Uncovering the Early Assembly Mechanism for Amyloidogenic β(2)-Microglobulin Using Cross-linking and Native Mass Spectrometry

β(2)-Microglobulin (β(2)m), a key component of the major histocompatibility class I complex, can aggregate into fibrils with severe clinical consequences. As such, investigating the structural aspects of the formation of oligomeric intermediates of β(2)m and their subsequent progression toward fibrillar aggregates is of great importance. However, β(2)m aggregates are challenging targets in structural biology, primarily due to their inherent transient and heterogeneous nature. Here we study the oligomeric distributions and structures of the early intermediates of amyloidogenic β(2)m and its truncated variant ΔN6-β(2)m. We established compact oligomers for both variants by integrating advanced mass spectrometric techniques with available electron microscopy maps and atomic level structures from NMR spectroscopy and x-ray crystallography. Our results revealed a stepwise assembly mechanism by monomer addition and domain swapping for the oligomeric species of ΔN6-β(2)m.
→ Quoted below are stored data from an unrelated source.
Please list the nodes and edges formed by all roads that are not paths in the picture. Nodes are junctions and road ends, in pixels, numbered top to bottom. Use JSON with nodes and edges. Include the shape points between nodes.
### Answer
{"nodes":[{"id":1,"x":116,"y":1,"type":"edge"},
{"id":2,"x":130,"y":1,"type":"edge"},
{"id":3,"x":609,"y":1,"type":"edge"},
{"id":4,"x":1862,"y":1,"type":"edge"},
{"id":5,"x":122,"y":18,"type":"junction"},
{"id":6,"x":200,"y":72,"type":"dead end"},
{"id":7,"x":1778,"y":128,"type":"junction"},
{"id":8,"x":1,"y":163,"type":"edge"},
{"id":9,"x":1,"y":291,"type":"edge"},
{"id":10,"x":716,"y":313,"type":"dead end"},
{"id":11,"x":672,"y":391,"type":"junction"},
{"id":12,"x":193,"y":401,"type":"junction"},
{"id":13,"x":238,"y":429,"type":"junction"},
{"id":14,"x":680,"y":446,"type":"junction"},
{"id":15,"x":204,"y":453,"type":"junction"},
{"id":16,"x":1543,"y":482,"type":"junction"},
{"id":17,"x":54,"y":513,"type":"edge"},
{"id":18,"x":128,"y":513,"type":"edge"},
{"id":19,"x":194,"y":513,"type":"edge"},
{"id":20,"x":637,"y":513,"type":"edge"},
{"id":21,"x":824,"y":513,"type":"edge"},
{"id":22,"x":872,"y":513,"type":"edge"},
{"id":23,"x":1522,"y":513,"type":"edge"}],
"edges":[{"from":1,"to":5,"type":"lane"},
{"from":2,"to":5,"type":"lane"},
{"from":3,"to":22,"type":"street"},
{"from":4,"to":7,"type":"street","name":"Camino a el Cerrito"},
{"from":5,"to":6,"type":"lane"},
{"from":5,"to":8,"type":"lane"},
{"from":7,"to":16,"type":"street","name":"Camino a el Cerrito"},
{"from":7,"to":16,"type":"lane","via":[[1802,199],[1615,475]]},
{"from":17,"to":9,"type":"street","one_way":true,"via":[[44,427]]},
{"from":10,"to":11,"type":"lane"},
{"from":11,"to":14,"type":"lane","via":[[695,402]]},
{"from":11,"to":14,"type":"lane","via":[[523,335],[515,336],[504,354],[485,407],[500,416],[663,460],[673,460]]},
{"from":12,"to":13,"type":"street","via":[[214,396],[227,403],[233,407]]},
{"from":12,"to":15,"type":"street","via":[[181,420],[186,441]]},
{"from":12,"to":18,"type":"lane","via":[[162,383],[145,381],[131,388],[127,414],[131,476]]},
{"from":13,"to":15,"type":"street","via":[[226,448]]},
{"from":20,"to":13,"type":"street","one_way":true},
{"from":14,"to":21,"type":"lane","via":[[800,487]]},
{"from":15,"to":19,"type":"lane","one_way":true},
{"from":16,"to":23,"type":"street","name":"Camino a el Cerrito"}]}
The observed structural similarity and common oligomerization pathway between the two variants is likely to enable ΔN6-β(2)m to cross-seed β(2)m fibrillation and allow the formation of mixed fibrils. We further determined the key subunit interactions in ΔN6-β(2)m tetramer, revealing the importance of a domain-swapped hinge region for formation of higher order oligomers. Overall, we deliver new mechanistic insights into β(2)m aggregation, paving the way for future studies on the mechanisms and cause of amyloid fibrillation.